As shown, the advantages of LLM: general knowledge, language processing, generalization ability. Disadvantages of LLM: tacit knowledge, hallucinatory problems, undecidable problems, black boxes, lack of domain-specific knowledge and new knowledge. Advantages of knowledge graph: structured knowledge, accuracy, decision-making ability, interpretability, domain-specific knowledge, knowledge evolution. Disadvantages of knowledge graph: incompleteness, lack of language understanding, unseen knowledge.

Recently, the possibility of combining LLM and knowledge graph has attracted more and more researchers and practitioners' attention. LLM and knowledge graph are intrinsically interrelated and mutually reinforcing. If LLM is enhanced with a knowledge graph, the knowledge graph can not only be integrated into the pre-training and inference stages of LLM to provide external knowledge, but also be used to analyze the LLM to provide interpretability.

In terms of using LLM to enhance knowledge maps, LLM has been used in a variety of applications related to knowledge maps, such as knowledge map embedding, knowledge map completion, knowledge map construction, knowledge map to text generation, and knowledge map question answering. LLM can improve the performance of knowledge graph and facilitate its application.

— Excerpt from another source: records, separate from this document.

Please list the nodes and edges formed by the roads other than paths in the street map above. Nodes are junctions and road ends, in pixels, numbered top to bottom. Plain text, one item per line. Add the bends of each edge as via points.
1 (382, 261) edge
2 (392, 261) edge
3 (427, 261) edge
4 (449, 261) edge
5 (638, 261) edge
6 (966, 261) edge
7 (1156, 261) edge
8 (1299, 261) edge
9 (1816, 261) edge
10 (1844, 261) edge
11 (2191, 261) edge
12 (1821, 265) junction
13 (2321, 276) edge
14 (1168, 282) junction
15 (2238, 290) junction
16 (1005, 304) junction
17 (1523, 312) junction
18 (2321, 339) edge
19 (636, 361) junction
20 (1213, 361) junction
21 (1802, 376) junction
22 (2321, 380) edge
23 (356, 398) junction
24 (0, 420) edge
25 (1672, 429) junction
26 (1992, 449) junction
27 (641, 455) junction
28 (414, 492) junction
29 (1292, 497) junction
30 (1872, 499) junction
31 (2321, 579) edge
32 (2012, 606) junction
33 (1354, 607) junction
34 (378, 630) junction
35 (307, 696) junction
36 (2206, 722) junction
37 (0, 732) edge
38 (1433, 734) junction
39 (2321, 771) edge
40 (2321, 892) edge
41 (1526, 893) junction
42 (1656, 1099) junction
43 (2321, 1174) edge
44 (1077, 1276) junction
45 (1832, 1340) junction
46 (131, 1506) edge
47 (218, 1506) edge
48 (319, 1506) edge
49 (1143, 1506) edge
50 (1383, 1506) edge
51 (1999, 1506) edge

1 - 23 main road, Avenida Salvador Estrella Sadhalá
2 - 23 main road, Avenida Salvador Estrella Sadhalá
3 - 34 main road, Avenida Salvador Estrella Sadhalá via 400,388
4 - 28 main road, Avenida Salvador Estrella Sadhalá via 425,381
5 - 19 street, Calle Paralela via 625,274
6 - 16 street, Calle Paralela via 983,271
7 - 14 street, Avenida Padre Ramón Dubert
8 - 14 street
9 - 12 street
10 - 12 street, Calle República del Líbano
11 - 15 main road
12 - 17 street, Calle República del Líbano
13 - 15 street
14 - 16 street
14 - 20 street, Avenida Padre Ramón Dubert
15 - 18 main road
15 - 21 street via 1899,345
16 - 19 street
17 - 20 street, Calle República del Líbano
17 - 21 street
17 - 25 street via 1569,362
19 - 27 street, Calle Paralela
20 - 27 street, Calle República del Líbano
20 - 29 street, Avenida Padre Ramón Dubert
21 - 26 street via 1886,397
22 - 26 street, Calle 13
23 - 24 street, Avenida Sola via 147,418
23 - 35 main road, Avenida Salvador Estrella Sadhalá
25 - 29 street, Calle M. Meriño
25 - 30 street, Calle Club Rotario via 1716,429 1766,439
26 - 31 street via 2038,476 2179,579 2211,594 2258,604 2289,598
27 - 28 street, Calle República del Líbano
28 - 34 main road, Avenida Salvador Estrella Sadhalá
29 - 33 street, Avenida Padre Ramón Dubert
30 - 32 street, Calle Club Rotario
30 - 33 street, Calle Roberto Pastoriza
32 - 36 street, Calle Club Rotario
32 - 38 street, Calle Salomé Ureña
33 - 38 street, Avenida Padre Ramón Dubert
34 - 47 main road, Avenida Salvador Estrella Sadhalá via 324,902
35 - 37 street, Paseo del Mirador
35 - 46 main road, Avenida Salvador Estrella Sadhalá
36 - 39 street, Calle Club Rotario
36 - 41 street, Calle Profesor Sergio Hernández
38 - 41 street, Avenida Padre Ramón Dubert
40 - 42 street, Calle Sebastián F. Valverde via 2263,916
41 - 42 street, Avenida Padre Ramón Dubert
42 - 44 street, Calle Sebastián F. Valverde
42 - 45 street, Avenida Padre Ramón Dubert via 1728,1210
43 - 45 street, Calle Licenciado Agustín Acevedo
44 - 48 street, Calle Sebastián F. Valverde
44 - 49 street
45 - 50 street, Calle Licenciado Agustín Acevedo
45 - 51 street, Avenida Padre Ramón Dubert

In the related research on the collaboration of LLM and knowledge graph, the researchers combined the advantages of LLM and knowledge graph, so that their abilities in knowledge representation and reasoning can be promoted each other.

This paper will provide a forward-looking roadmap in the joint LLM and knowledge graph, helping readers understand how to use their respective advantages and overcome their respective limitations for different downstream tasks. It contains detailed taxonomies and comprehensive summaries, and points to emerging directions in these rapidly evolving fields. The main contributions of this paper include:

1. Roadmap: The paper provides a forward-looking roadmap for LLM and knowledge graph integration. This roadmap contains three general frameworks for combining LLM and knowledge graphs: enhancing LLM with knowledge graphs, enhancing knowledge graphs with LLM, and synergy between LLM and knowledge graphs. Guidelines can be provided for combining these two distinct but complementary technologies.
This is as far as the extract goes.